■ **What is needed**:
Report all lines of the records that contain "Менделеева".

(Collected data entries)
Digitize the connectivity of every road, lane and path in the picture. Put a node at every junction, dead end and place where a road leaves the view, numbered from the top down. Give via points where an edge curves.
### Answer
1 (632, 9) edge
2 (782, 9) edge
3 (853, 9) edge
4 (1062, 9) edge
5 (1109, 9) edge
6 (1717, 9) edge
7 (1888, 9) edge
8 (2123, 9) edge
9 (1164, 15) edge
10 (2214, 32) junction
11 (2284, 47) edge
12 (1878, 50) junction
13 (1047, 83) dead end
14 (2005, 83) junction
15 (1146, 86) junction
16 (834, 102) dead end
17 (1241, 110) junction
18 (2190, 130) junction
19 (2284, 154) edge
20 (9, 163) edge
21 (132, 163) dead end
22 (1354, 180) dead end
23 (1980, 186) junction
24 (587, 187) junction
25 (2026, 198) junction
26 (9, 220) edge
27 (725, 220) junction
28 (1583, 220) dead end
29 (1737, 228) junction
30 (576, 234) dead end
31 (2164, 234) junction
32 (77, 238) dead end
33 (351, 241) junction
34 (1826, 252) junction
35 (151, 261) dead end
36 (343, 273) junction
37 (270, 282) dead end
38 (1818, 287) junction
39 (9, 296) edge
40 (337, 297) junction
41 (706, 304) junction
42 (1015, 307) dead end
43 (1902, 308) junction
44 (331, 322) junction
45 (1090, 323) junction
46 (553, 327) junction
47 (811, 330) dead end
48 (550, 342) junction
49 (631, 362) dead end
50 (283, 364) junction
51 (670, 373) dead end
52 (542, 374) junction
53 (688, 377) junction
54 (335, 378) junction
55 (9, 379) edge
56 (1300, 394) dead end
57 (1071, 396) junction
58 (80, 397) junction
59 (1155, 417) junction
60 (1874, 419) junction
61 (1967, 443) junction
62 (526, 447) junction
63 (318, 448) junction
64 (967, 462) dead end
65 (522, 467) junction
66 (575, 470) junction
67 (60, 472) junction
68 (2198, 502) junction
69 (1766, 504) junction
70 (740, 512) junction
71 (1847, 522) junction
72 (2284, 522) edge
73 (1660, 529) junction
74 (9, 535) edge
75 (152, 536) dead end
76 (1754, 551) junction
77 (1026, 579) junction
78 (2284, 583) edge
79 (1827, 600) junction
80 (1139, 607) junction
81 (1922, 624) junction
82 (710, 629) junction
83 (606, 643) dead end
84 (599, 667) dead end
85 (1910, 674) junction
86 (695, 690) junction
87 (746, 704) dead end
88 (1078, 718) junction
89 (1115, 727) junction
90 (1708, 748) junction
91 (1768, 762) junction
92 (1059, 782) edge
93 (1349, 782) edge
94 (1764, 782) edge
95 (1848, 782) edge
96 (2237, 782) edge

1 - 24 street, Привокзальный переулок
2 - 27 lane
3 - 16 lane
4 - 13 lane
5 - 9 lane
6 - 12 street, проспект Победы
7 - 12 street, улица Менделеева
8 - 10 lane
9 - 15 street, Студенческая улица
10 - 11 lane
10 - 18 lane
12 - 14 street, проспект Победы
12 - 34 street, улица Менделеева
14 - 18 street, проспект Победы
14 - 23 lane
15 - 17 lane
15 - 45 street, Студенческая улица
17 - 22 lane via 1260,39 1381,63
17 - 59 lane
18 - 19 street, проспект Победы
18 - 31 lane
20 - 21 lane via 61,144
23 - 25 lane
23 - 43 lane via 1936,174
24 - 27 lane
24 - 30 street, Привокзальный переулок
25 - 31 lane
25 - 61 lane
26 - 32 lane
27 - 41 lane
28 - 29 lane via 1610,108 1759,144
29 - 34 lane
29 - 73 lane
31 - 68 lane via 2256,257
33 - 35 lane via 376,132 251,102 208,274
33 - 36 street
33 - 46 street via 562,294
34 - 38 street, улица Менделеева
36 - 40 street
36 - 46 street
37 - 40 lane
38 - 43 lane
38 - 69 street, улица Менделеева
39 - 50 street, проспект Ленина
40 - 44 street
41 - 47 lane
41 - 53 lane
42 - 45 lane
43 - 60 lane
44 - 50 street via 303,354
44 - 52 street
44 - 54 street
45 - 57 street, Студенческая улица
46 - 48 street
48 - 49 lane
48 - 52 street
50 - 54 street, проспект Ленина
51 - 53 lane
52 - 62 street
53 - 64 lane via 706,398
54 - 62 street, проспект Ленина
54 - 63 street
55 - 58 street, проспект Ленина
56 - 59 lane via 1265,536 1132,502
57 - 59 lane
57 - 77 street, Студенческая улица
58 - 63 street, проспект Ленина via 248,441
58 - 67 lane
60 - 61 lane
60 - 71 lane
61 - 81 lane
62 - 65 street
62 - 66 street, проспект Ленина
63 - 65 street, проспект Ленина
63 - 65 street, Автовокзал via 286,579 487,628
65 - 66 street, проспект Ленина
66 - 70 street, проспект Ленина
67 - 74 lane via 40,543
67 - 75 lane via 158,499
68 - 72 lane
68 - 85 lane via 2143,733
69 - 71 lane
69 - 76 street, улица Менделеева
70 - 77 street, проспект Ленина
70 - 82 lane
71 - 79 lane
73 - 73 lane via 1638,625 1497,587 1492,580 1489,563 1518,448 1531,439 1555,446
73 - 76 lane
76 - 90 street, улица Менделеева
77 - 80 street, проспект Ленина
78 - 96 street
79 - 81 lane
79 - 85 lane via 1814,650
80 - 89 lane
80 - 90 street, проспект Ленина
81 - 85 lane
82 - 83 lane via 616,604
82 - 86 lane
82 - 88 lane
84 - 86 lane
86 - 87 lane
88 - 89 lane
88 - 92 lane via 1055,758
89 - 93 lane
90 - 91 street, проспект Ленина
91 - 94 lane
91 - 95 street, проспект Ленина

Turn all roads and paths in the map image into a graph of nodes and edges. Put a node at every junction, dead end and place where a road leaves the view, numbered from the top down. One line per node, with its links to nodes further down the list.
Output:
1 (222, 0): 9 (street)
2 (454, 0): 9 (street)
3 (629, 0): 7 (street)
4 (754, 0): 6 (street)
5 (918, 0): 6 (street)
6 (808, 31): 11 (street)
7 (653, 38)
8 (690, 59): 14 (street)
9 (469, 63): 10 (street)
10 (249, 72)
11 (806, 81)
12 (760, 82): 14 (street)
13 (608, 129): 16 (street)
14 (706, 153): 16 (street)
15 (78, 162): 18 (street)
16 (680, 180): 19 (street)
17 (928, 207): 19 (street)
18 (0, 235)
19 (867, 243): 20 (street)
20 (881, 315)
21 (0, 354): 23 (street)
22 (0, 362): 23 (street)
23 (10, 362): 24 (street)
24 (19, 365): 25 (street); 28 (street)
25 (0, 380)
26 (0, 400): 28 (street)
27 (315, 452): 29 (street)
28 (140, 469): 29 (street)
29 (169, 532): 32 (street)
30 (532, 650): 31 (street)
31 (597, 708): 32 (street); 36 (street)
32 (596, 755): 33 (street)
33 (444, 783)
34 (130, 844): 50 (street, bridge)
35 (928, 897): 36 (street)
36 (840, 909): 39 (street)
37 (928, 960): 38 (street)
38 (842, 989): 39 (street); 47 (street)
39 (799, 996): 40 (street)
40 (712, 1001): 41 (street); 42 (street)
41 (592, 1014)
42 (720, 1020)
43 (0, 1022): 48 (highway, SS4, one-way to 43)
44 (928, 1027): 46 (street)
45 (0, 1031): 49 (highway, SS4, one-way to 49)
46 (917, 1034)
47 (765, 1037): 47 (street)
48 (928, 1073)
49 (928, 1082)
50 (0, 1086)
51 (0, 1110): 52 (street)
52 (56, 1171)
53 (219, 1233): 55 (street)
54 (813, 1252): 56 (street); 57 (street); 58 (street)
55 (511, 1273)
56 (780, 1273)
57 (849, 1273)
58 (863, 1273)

■ **Task solution**:
7 - 12 street, улица Менделеева
12 - 34 street, улица Менделеева
34 - 38 street, улица Менделеева
38 - 69 street, улица Менделеева
69 - 76 street, улица Менделеева
76 - 90 street, улица Менделеева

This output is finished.